Phase Locked Loop (PLL)

Demodulation of an FM signal using PLL:-

Let the input to PLL is an FM signal $S(t) = A_{c} \sin (2 \pi f_{c}t+2\pi k_{f} \int_{0}^{t}m(t)dt)$

let $\Phi _{1} (t) = 2\pi k_{f} \int_{0}^{t}m(t)dt ------Equation (I)$

Now the signal at the output of VCO is FM signal (another FM signal, which is different from input FM signal) Since Voltage Controlled Oscillator is an FM generator.

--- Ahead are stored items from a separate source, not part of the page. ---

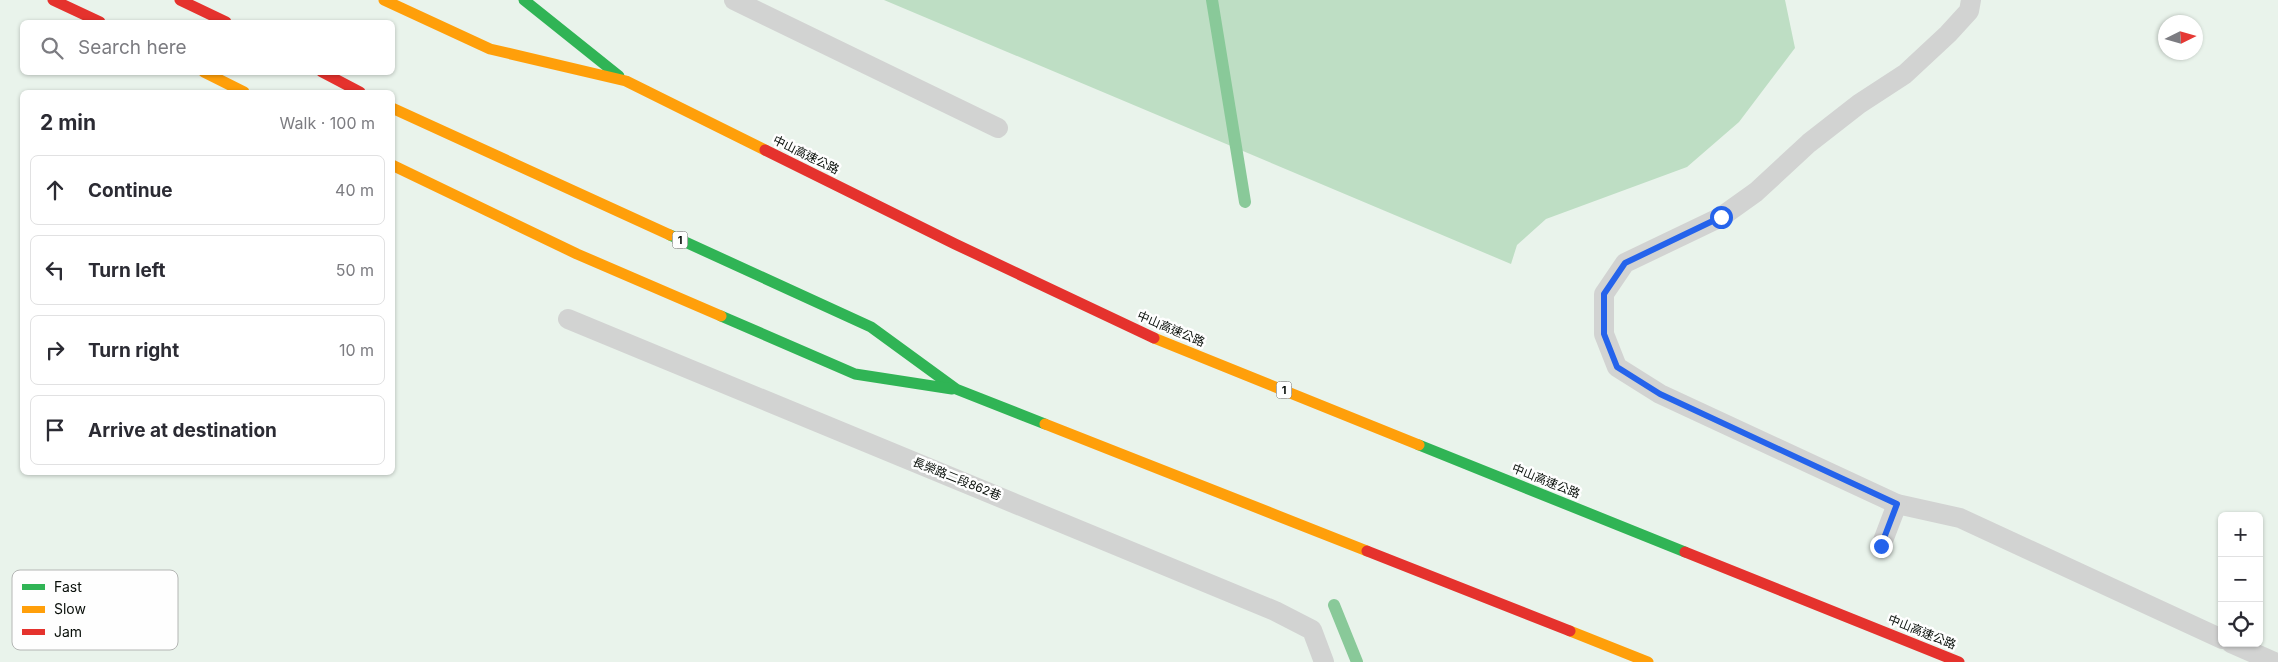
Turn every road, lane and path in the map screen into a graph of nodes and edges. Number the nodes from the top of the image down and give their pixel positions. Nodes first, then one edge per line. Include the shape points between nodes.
1 (53, 0) edge
2 (180, 0) edge
3 (384, 0) edge
4 (524, 0) edge
5 (734, 0) edge
6 (1971, 0) edge
7 (96, 20) edge
8 (222, 20) edge
9 (210, 75) edge
10 (328, 75) edge
11 (626, 81) junction
12 (240, 90) edge
13 (356, 90) edge
14 (395, 109) edge
15 (998, 128) dead end
16 (395, 166) edge
17 (568, 319) dead end
18 (956, 389) junction
19 (1897, 504) junction
20 (1881, 546) dead end
21 (2218, 637) edge
22 (2240, 647) edge
23 (1324, 662) edge
24 (1648, 662) edge
25 (1959, 662) edge
26 (2274, 662) edge

1 - 7 highway
2 - 8 highway
3 - 11 highway, 中山高速公路 / 1 via 490,49
4 - 11 highway
5 - 15 lane
6 - 19 lane via 1969,11 1905,74 1859,104 1809,143 1756,192 1721,217 1625,263 1604,294 1604,334 1617,367 1660,394
9 - 12 highway
10 - 13 highway
11 - 25 highway, 中山高速公路 / 1 via 1149,336
14 - 18 highway, 1 via 871,327
16 - 18 highway via 577,254 855,374
17 - 23 lane, 長榮路二段862巷 via 1275,611 1312,630
18 - 24 highway, 1
19 - 20 lane
19 - 21 lane via 1960,518
22 - 26 lane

$\therefore b(t) = A_{v} \cos (2 \pi f_{c}t+2\pi k_{v} \int_{0}^{t}v(t)dt)$

the corresponding phase $\Phi _{2} (t) = 2\pi k_{v} \int_{0}^{t}v(t)dt ------Equation (II)$

It is observed that S(t) and b(t) are out of phase by $90^{o}$ . Now these signals are applied to a phase detector , which is basically a multiplier

$\therefore$ the error signal $e(t) =S(t) .b(t)$

$e(t) =A_{c} \sin (2 \pi f_{c}t+2\pi k_{f} \int_{0}^{t}m(t)dt). A_{v} \cos (2 \pi f_{c}t+2\pi k_{v} \int_{0}^{t}v(t)dt)$

$e(t) =A_{c}A_{v} \sin (2 \pi f_{c}t+\phi _{1}(t)). \cos (2 \pi f_{c}t+\phi _{2}(t))$

on further simplification , the product yields a higher frequency term (Sum) and a lower frequency term (difference)

$e(t) =A_{c}A_{v}k_{m} \sin (4 \pi f_{c}t+\phi _{1}(t)+\phi _{2}(t))- A_{c}A_{v}k_{m}\sin (\phi _{1}(t)-\phi _{2}(t))$

$e(t) =A_{c}A_{v}k_{m} \sin (2 \omega _{c}t+\phi _{1}(t)+\phi _{2}(t))- A_{c}A_{v}k_{m}\sin (\phi _{1}(t)-\phi _{2}(t))$

This product e(t) is given to a loop filter , Since the loop filter is a LPF it allows the difference and term and rejects the higher frequency term.

the over all output of a loop filter is

Author: vikramarka

Completed M.Tech in Digital Electronics and Communication Systems and currently working as a faculty. View all posts by vikramarka

Phase Locked Loop (PLL)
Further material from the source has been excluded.